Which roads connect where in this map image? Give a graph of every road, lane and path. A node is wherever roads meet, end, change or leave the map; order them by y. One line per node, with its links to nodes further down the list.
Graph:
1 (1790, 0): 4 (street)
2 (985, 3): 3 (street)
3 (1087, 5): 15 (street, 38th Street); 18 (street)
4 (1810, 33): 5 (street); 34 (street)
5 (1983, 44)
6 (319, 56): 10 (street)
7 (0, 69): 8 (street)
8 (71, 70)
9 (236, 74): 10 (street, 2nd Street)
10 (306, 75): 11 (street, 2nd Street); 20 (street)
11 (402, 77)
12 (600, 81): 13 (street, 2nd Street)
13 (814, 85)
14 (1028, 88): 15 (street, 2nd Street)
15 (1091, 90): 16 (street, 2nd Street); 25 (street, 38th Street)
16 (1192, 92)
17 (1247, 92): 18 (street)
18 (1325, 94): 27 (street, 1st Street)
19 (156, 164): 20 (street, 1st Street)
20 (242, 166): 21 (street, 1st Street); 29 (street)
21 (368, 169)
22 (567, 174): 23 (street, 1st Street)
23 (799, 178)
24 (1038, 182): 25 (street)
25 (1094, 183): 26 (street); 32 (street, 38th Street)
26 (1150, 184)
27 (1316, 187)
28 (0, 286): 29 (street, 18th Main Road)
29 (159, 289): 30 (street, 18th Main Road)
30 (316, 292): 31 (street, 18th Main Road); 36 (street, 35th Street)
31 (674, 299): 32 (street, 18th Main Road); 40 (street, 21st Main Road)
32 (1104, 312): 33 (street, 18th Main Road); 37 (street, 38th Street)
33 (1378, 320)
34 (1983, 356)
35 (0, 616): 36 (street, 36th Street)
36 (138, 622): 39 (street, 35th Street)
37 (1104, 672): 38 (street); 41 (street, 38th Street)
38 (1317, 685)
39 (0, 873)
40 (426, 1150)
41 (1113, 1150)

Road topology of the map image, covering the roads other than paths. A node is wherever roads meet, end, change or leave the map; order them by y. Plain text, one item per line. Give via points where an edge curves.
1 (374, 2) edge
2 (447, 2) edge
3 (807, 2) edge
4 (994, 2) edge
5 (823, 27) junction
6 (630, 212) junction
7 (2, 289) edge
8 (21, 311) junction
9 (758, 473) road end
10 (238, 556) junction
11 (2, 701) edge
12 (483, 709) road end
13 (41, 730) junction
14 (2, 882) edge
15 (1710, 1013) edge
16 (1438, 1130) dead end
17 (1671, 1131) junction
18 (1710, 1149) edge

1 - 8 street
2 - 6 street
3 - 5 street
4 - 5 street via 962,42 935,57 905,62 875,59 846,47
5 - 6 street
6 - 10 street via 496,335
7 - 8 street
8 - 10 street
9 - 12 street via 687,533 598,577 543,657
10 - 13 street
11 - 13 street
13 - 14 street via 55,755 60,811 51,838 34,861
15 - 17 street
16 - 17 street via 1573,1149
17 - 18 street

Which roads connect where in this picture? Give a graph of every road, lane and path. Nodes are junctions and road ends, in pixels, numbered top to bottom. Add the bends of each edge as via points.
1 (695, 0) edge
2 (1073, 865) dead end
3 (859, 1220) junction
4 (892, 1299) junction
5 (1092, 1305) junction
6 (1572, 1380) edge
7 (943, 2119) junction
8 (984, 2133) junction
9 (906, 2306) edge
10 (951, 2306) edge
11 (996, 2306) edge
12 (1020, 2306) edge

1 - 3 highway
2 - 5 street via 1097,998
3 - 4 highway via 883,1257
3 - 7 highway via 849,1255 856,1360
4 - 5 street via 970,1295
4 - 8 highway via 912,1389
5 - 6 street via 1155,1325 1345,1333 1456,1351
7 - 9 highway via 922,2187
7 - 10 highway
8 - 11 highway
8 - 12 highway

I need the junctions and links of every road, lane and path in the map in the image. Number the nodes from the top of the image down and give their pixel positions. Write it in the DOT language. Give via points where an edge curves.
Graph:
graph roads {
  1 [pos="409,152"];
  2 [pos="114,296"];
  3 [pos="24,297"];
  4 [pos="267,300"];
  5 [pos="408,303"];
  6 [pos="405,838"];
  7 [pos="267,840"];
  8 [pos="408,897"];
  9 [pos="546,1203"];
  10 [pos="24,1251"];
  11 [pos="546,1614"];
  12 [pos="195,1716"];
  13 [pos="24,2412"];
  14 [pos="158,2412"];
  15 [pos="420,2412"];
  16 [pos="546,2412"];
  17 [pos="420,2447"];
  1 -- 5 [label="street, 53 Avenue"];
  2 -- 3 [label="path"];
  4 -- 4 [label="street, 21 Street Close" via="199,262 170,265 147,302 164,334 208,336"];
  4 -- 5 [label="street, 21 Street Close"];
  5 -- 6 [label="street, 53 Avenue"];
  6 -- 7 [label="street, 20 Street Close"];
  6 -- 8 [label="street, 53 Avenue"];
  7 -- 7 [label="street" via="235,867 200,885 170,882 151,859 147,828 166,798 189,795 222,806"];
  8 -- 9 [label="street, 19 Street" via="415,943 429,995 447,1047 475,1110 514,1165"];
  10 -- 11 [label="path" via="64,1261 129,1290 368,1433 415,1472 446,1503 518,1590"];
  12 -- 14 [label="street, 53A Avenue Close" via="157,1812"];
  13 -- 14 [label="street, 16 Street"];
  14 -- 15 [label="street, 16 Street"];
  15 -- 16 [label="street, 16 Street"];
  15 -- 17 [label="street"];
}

■ Task statement ■
Your answer should be the lines of the material above that include "links".

■ Exercise output ■
Which roads connect where in this map image? Give a graph of every road, lane and path. A node is wherever roads meet, end, change or leave the map; order them by y. One line per node, with its links to nodes further down the list.
I need the junctions and links of every road, lane and path in the map in the image. Number the nodes from the top of the image down and give their pixel positions. Write it in the DOT language. Give via points where an edge curves.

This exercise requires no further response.